EXERCISE PROMPT:
Look through the listing and locate every line containing the word "Alfredo"; copy those lines.

DATA FOR THE TASK:
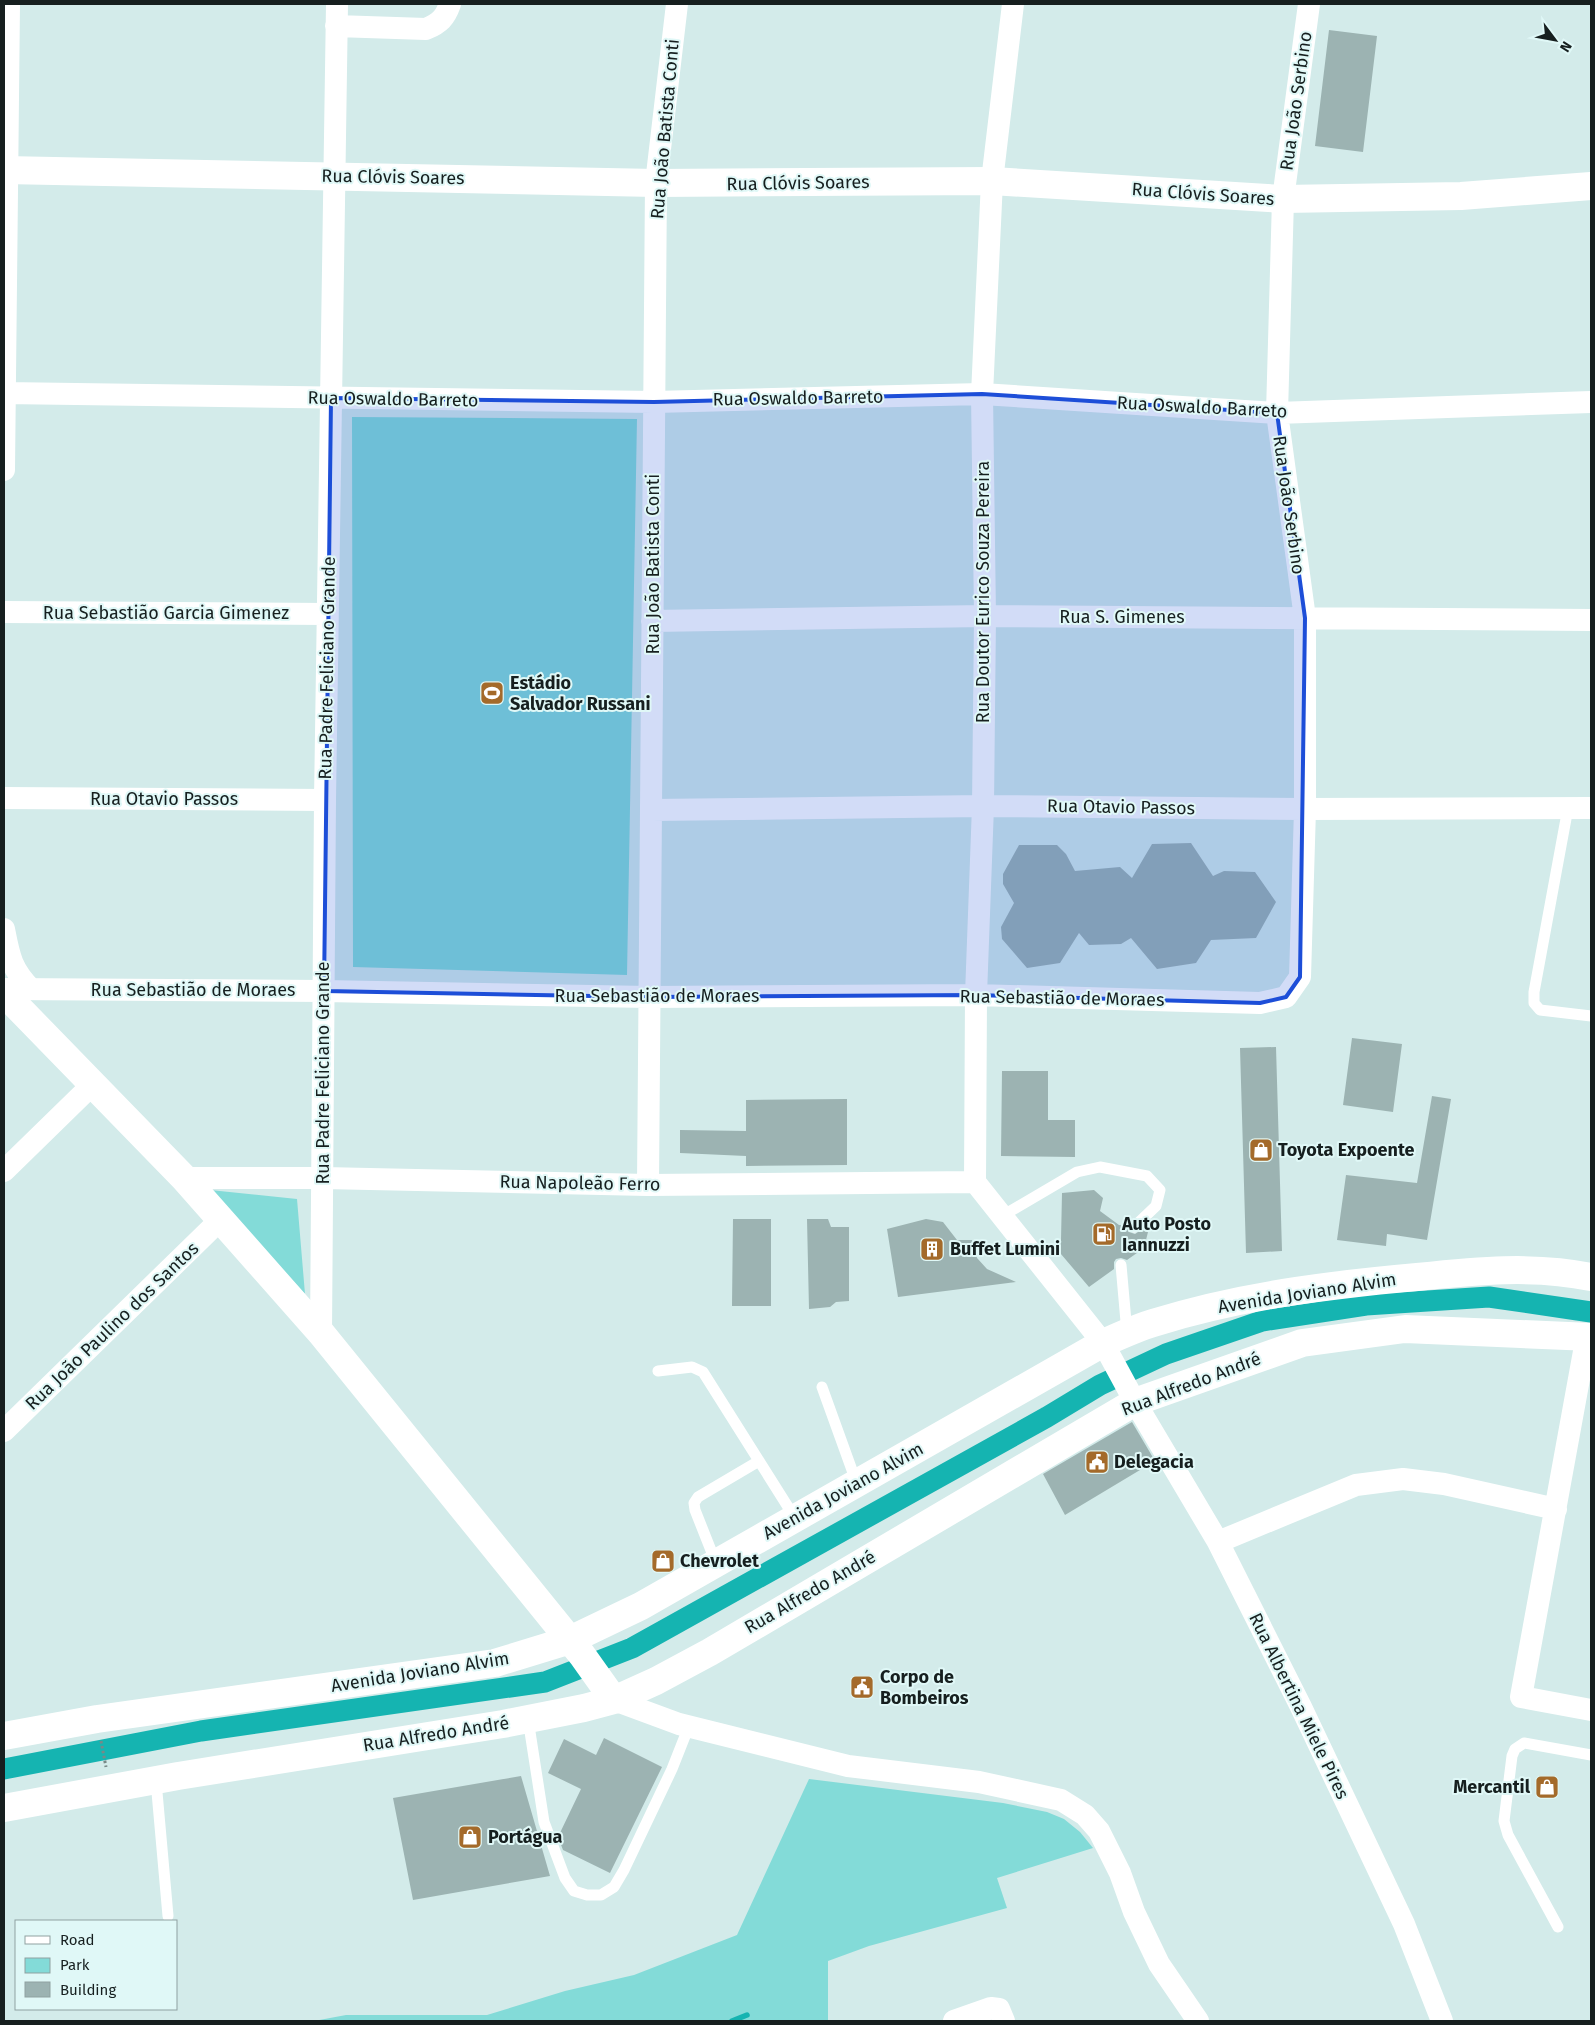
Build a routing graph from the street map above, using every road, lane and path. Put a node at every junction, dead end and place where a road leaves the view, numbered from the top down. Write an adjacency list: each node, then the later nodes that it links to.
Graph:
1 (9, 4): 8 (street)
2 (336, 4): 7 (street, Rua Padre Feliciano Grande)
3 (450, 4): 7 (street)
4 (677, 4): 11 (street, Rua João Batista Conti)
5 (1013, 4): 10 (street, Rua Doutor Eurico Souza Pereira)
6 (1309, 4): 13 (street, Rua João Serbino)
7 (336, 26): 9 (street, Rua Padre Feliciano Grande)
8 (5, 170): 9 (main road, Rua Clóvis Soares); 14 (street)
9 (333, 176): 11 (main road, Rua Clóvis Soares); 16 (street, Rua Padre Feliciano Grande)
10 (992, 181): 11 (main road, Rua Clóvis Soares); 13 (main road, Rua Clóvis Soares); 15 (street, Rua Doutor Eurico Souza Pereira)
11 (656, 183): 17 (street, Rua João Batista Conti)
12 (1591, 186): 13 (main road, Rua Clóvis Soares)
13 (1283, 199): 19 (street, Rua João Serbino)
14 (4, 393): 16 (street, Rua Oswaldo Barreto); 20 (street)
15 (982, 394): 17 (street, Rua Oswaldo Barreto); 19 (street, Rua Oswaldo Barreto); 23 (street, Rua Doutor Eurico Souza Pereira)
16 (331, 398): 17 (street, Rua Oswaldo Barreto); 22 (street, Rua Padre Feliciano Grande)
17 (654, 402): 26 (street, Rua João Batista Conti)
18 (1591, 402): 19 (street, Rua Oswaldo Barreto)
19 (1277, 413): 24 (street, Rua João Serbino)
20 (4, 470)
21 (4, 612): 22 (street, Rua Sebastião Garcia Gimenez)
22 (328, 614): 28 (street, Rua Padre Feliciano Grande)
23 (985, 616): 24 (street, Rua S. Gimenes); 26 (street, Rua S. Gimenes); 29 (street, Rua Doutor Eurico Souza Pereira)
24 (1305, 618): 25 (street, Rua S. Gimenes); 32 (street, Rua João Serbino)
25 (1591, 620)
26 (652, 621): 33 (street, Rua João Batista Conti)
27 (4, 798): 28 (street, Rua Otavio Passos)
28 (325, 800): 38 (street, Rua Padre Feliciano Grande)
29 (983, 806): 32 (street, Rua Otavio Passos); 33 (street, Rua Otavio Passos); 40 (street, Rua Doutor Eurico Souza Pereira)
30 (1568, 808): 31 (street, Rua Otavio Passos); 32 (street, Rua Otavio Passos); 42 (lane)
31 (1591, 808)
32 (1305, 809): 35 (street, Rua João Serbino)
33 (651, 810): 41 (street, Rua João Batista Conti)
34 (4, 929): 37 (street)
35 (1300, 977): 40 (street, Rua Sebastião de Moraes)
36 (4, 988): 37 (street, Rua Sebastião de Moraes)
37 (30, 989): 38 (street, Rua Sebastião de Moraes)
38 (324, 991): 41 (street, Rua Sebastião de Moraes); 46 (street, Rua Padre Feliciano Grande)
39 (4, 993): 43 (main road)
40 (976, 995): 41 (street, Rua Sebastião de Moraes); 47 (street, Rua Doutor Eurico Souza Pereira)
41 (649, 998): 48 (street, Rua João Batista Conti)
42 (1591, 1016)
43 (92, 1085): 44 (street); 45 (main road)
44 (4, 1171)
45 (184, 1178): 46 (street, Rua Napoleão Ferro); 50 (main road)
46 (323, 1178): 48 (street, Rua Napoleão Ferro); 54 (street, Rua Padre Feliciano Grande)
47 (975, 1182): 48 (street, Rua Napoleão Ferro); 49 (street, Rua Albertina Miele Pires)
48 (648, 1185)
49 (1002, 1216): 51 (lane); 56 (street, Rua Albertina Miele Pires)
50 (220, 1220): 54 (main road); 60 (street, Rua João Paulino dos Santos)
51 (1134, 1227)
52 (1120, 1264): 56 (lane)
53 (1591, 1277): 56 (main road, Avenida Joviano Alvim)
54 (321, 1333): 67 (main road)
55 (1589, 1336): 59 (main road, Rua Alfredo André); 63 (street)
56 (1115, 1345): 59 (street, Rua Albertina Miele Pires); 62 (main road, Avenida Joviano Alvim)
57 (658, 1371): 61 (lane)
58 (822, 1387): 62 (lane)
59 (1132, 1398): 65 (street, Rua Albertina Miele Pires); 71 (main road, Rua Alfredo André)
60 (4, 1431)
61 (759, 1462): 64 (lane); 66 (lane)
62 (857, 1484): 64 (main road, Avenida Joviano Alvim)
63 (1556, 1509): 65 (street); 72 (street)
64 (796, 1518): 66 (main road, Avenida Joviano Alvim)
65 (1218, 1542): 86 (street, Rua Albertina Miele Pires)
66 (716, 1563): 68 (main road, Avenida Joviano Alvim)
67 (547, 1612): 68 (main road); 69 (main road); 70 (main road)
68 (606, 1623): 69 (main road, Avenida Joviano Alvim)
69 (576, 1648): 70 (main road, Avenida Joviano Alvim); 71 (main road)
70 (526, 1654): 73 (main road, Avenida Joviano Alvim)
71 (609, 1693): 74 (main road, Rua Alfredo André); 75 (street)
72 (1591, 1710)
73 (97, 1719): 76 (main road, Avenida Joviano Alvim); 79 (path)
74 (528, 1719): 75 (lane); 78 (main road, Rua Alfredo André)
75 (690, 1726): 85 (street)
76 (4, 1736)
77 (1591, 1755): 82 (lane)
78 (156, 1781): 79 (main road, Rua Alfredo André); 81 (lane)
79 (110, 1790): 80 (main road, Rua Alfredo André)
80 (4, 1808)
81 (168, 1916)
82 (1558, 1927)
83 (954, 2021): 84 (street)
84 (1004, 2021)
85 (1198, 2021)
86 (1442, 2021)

EXERCISE RESPONSE:
55 (1589, 1336): 59 (main road, Rua Alfredo André); 63 (street)
59 (1132, 1398): 65 (street, Rua Albertina Miele Pires); 71 (main road, Rua Alfredo André)
71 (609, 1693): 74 (main road, Rua Alfredo André); 75 (street)
74 (528, 1719): 75 (lane); 78 (main road, Rua Alfredo André)
78 (156, 1781): 79 (main road, Rua Alfredo André); 81 (lane)
79 (110, 1790): 80 (main road, Rua Alfredo André)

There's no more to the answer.